Quatre ans après la loi Auroux touchant la negociation collective, l'auteur apprecie ses effets pratiques et s'interroge sur ses pouvoirs et ses limites lorsqu'elle cherche à agir sur les relations collectives du travail.
Four years after the adoption of the Auroux laws, the author evaluates the legislation's practical consequences in the areas of collective bargaining and time allocation.
The 1982 law on collective bargaining was aimed at stimulating such activities at the industry and above all the firm level, particularly regarding salaries and work time. The law was adopted, though, before government wage and price controls had come to an end.
On the salary question, it appears that the legislation did not stimulate collective bargaining on a sectorial level.

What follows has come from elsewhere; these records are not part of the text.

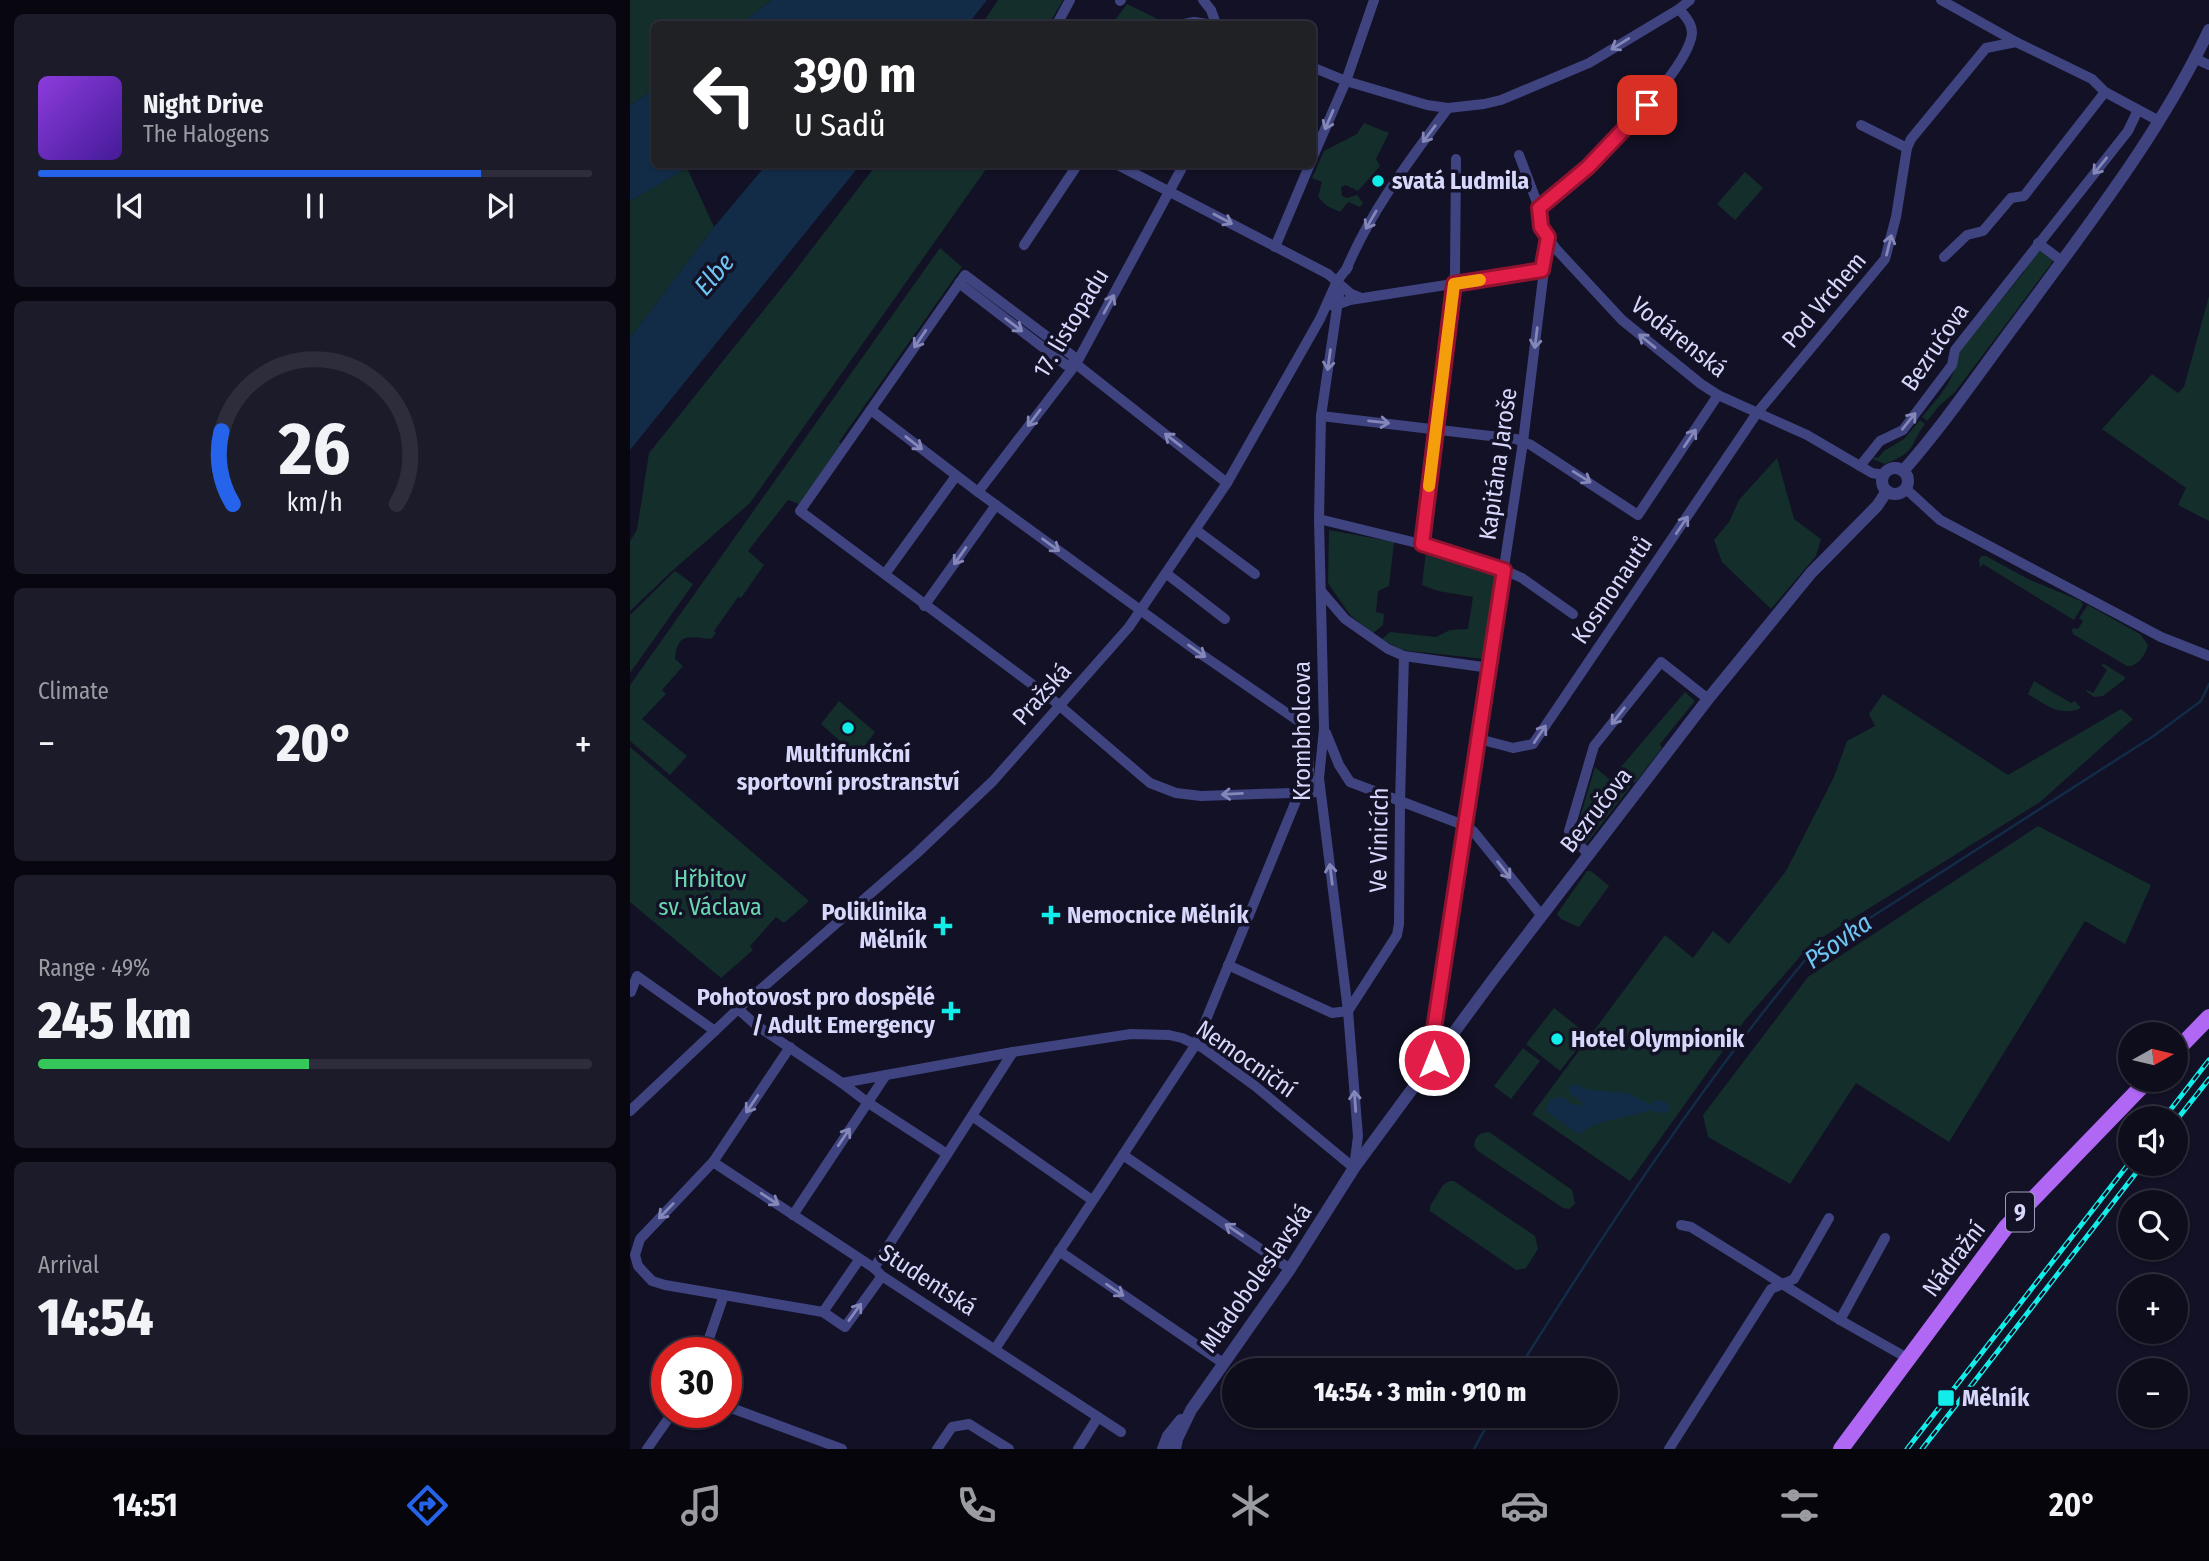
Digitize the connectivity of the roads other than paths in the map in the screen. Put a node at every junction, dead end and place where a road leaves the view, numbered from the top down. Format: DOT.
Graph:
graph roads {
  1 [pos="1070,0"];
  2 [pos="1203,0"];
  3 [pos="1374,0"];
  4 [pos="1690,0"];
  5 [pos="1941,0"];
  6 [pos="1679,9"];
  7 [pos="1059,21"];
  8 [pos="1215,21"];
  9 [pos="2209,30"];
  10 [pos="2016,41"];
  11 [pos="2194,58"];
  12 [pos="2209,65"];
  13 [pos="1316,69"];
  14 [pos="1346,81"];
  15 [pos="2105,92"];
  16 [pos="1448,108"];
  17 [pos="2138,110"];
  18 [pos="2159,121"];
  19 [pos="1861,125"];
  20 [pos="1907,148"];
  21 [pos="1316,150"];
  22 [pos="1519,155"];
  23 [pos="1456,159"];
  24 [pos="1075,168"];
  25 [pos="1124,168"];
  26 [pos="1182,168"];
  27 [pos="1308,168"];
  28 [pos="1170,192"];
  29 [pos="1539,208"];
  30 [pos="1548,237"];
  31 [pos="2038,243"];
  32 [pos="1024,245"];
  33 [pos="1275,247"];
  34 [pos="1944,257"];
  35 [pos="2062,261"];
  36 [pos="1542,270"];
  37 [pos="1344,279"];
  38 [pos="1454,284"];
  39 [pos="1361,298"];
  40 [pos="1336,304"];
  41 [pos="1320,318"];
  42 [pos="1314,329"];
  43 [pos="1333,335"];
  44 [pos="1076,364"];
  45 [pos="1718,395"];
  46 [pos="871,410"];
  47 [pos="1757,413"];
  48 [pos="1321,416"];
  49 [pos="1436,428"];
  50 [pos="1523,442"];
  51 [pos="1860,466"];
  52 [pos="1903,471"];
  53 [pos="956,475"];
  54 [pos="1884,475"];
  55 [pos="1227,483"];
  56 [pos="1905,488"];
  57 [pos="1887,491"];
  58 [pos="978,492"];
  59 [pos="996,505"];
  60 [pos="1319,519"];
  61 [pos="1196,530"];
  62 [pos="1422,544"];
  63 [pos="1504,570"];
  64 [pos="885,573"];
  65 [pos="1167,574"];
  66 [pos="1255,574"];
  67 [pos="1321,592"];
  68 [pos="924,606"];
  69 [pos="1141,611"];
  70 [pos="1573,614"];
  71 [pos="1225,619"];
  72 [pos="1404,656"];
  73 [pos="2209,656"];
  74 [pos="1490,668"];
  75 [pos="1708,699"];
  76 [pos="1060,706"];
  77 [pos="1324,729"];
  78 [pos="1479,739"];
  79 [pos="1310,792"];
  80 [pos="1399,802"];
  81 [pos="1466,826"];
  82 [pos="1588,853"];
  83 [pos="1542,916"];
  84 [pos="1228,965"];
  85 [pos="631,992"];
  86 [pos="738,1009"];
  87 [pos="1348,1011"];
  88 [pos="2209,1017"];
  89 [pos="715,1031"];
  90 [pos="2188,1039"];
  91 [pos="1196,1044"];
  92 [pos="790,1047"];
  93 [pos="1013,1052"];
  94 [pos="1434,1060"];
  95 [pos="886,1075"];
  96 [pos="842,1083"];
  97 [pos="2136,1092"];
  98 [pos="867,1102"];
  99 [pos="630,1111"];
  100 [pos="972,1116"];
  101 [pos="947,1154"];
  102 [pos="1122,1155"];
  103 [pos="713,1162"];
  104 [pos="1354,1168"];
  105 [pos="1092,1200"];
  106 [pos="793,1215"];
  107 [pos="1829,1218"];
  108 [pos="1681,1225"];
  109 [pos="1885,1238"];
  110 [pos="1059,1251"];
  111 [pos="859,1260"];
  112 [pos="1290,1269"];
  113 [pos="878,1272"];
  114 [pos="1783,1283"];
  115 [pos="724,1296"];
  116 [pos="823,1312"];
  117 [pos="1840,1320"];
  118 [pos="710,1337"];
  119 [pos="995,1349"];
  120 [pos="1227,1358"];
  121 [pos="1909,1359"];
  122 [pos="1222,1362"];
  123 [pos="1222,1364"];
  124 [pos="1191,1410"];
  125 [pos="742,1412"];
  126 [pos="1098,1417"];
  127 [pos="662,1428"];
  128 [pos="1121,1433"];
  129 [pos="647,1449"];
  130 [pos="842,1449"];
  131 [pos="937,1449"];
  132 [pos="1009,1449"];
  133 [pos="1078,1449"];
  134 [pos="1163,1449"];
  135 [pos="1175,1449"];
  136 [pos="1669,1449"];
  137 [pos="1841,1449"];
  1 -- 7 [label="street"];
  2 -- 8 [label="street"];
  3 -- 14 [label="street"];
  4 -- 6 [label="street"];
  5 -- 10 [label="street"];
  6 -- 16 [label="street, one-way"];
  6 -- 29 [label="street"];
  9 -- 11 [label="street, Bezručova"];
  10 -- 15 [label="street"];
  10 -- 20 [label="street, Pod Vrchem"];
  11 -- 12 [label="street"];
  11 -- 18 [label="street, Bezručova"];
  13 -- 14 [label="street"];
  14 -- 16 [label="street"];
  14 -- 21 [label="street, one-way"];
  15 -- 17 [label="street"];
  15 -- 34 [label="street"];
  16 -- 37 [label="street, Pražská, one-way"];
  17 -- 18 [label="street"];
  17 -- 31 [label="street, Bezručova, one-way"];
  18 -- 35 [label="street, Bezručova"];
  19 -- 20 [label="street"];
  47 -- 20 [label="street, Pod Vrchem, one-way"];
  22 -- 29 [label="street, Kapitána Jaroše"];
  23 -- 38 [label="street"];
  24 -- 32 [label="street"];
  25 -- 28 [label="street"];
  26 -- 28 [label="street, 17. listopadu"];
  27 -- 33 [label="street"];
  28 -- 33 [label="street, one-way"];
  44 -- 28 [label="street, 17. listopadu, one-way"];
  29 -- 30 [label="street, Kapitána Jaroše"];
  30 -- 36 [label="street, Kapitána Jaroše"];
  45 -- 30 [label="street, Vodárenská, one-way"];
  31 -- 35 [label="street"];
  51 -- 31 [label="street, Bezručova, one-way"];
  33 -- 37 [label="street"];
  35 -- 52 [label="street, Bezručova"];
  36 -- 38 [label="street"];
  36 -- 50 [label="street, Kapitána Jaroše, one-way"];
  37 -- 39 [label="street"];
  37 -- 40 [label="street, Pražská"];
  37 -- 41 [label="street, Pražská"];
  38 -- 39 [label="street"];
  38 -- 49 [label="street"];
  39 -- 40 [label="street"];
  40 -- 41 [label="street, Pražská"];
  40 -- 43 [label="street, Krombholcova"];
  41 -- 42 [label="street, Pražská"];
  42 -- 43 [label="street"];
  42 -- 55 [label="street, Pražská"];
  43 -- 48 [label="street, Krombholcova, one-way"];
  44 -- 46 [label="street, one-way"];
  55 -- 44 [label="street, one-way"];
  44 -- 58 [label="street, 17. listopadu, one-way"];
  45 -- 47 [label="street, Vodárenská"];
  50 -- 45 [label="street, one-way"];
  46 -- 53 [label="street, one-way"];
  46 -- 64 [label="street"];
  47 -- 51 [label="street, Vodárenská"];
  78 -- 47 [label="street, Kosmonautů, one-way"];
  48 -- 49 [label="street, one-way"];
  48 -- 60 [label="street, Krombholcova"];
  49 -- 50 [label="street"];
  49 -- 62 [label="street"];
  50 -- 63 [label="street, Kapitána Jaroše"];
  51 -- 54 [label="street, Vodárenská"];
  52 -- 54 [label="street"];
  52 -- 56 [label="street"];
  53 -- 58 [label="street"];
  53 -- 64 [label="street"];
  54 -- 57 [label="street"];
  55 -- 61 [label="street, Pražská"];
  56 -- 57 [label="street"];
  56 -- 73 [label="street"];
  57 -- 75 [label="street, Bezručova"];
  58 -- 59 [label="street"];
  59 -- 68 [label="street, one-way"];
  59 -- 69 [label="street, one-way"];
  60 -- 62 [label="street"];
  60 -- 67 [label="street, Krombholcova"];
  61 -- 65 [label="street, Pražská"];
  61 -- 66 [label="street"];
  62 -- 63 [label="street"];
  63 -- 70 [label="street"];
  63 -- 74 [label="street, Kapitána Jaroše"];
  64 -- 68 [label="street"];
  65 -- 69 [label="street, Pražská"];
  65 -- 71 [label="street"];
  67 -- 72 [label="street"];
  67 -- 77 [label="street, Krombholcova"];
  68 -- 76 [label="street"];
  69 -- 76 [label="street, Pražská"];
  69 -- 79 [label="street, one-way"];
  72 -- 74 [label="street"];
  72 -- 80 [label="street, Ve Vinicích"];
  74 -- 78 [label="street, Kapitána Jaroše"];
  75 -- 82 [label="street, Bezručova"];
  75 -- 82 [label="street, one-way"];
  79 -- 76 [label="street, one-way"];
  76 -- 86 [label="street, Pražská"];
  77 -- 79 [label="street, Krombholcova"];
  77 -- 80 [label="street"];
  78 -- 81 [label="street, Kapitána Jaroše"];
  79 -- 84 [label="street"];
  87 -- 79 [label="street, Krombholcova, one-way"];
  80 -- 81 [label="street"];
  80 -- 87 [label="street, Ve Vinicích"];
  81 -- 83 [label="street, one-way"];
  81 -- 94 [label="street, Kapitána Jaroše"];
  82 -- 83 [label="street, Bezručova"];
  83 -- 94 [label="street, Bezručova"];
  84 -- 87 [label="street"];
  84 -- 91 [label="street"];
  85 -- 89 [label="street"];
  86 -- 89 [label="street, Pražská"];
  86 -- 92 [label="street"];
  104 -- 87 [label="street, Krombholcova, one-way"];
  88 -- 90 [label="main road"];
  89 -- 99 [label="street, Pražská"];
  91 -- 93 [label="street, Nemocniční"];
  91 -- 102 [label="street"];
  91 -- 104 [label="street, Nemocniční"];
  92 -- 96 [label="street"];
  92 -- 103 [label="street, one-way"];
  93 -- 95 [label="street, Nemocniční"];
  93 -- 100 [label="street"];
  94 -- 104 [label="street, Bezručova"];
  95 -- 96 [label="street, Nemocniční"];
  95 -- 98 [label="street"];
  96 -- 98 [label="street"];
  97 -- 121 [label="main road, Nádražní / 9"];
  98 -- 101 [label="street"];
  106 -- 98 [label="street, one-way"];
  100 -- 101 [label="street"];
  100 -- 105 [label="street"];
  101 -- 113 [label="street"];
  102 -- 105 [label="street"];
  112 -- 102 [label="street, one-way"];
  103 -- 106 [label="street, Studentská, one-way"];
  103 -- 115 [label="street, one-way"];
  104 -- 112 [label="street, Mladoboleslavská"];
  105 -- 110 [label="street"];
  106 -- 111 [label="street, Studentská"];
  107 -- 114 [label="street"];
  108 -- 114 [label="street"];
  109 -- 117 [label="street"];
  110 -- 119 [label="street"];
  110 -- 122 [label="street, one-way"];
  111 -- 113 [label="street, Studentská"];
  111 -- 116 [label="street"];
  112 -- 120 [label="street, Mladoboleslavská"];
  116 -- 113 [label="street, one-way"];
  113 -- 119 [label="street, Studentská"];
  114 -- 117 [label="street"];
  114 -- 136 [label="street"];
  115 -- 116 [label="street"];
  115 -- 118 [label="street"];
  117 -- 121 [label="street"];
  119 -- 126 [label="street, Studentská"];
  121 -- 137 [label="main road, Nádražní / 9"];
  123 -- 124 [label="street, Mladoboleslavská"];
  124 -- 134 [label="street, Mladoboleslavská"];
  124 -- 135 [label="street, Mladoboleslavská"];
  125 -- 130 [label="street"];
  126 -- 128 [label="street, Studentská"];
  126 -- 133 [label="street"];
  127 -- 129 [label="street"];
  131 -- 132 [label="street"];
}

These negotiations were complète and salary riders concluded, the established pattern set in — in conformity with government and management recommendations. Within the firm, where the legislation created an obligation for the employer to negotiate real salaries, an obvious development is noticeable. Firm-level negotiations, however, only made minor adjustments to sectorial agreements.
As regards time allocation and time reduction, sectorial agreements determined the form and results of the hours of work. It is in the area of firm-level collective bargaining that new approaches appeared most clearly. Nevertheless, it should be noted that agreements were so firm specifie that is probable that they could have been reached without reference to the legislation. Thus, collective agreements have evolved since 1982 in a framework clearly defined by the objectives and the recommendations of the government. The legislation certainly contributed to the development of collective bargaining, particularly at the firm-level. It did not create a power of negociation sufficient to validate agreements aimed at upgrading salary conditions to levels acceptable to central government bodies, as far as unions were concerned. Underlying these remarks, of course, are the economic context and union crisis felt in France as elsewhere. Concerning negotiations on time allocation and time reduction, they revealed an offensive strategy by firms preoccupied with creating a more flexible organization as regards work time and production. The legislation proposed certain formulas accepted by firms, but it was not the legislation requiring negotiation which was at the root of what happened — it was the strategy of the firms themselves. Moreover, it is probably this very strategy which is the most significant factor in the development of French industrial relations, making it possible, for example, to profit from the requirements of the legislation — turning a restraint into an advantage.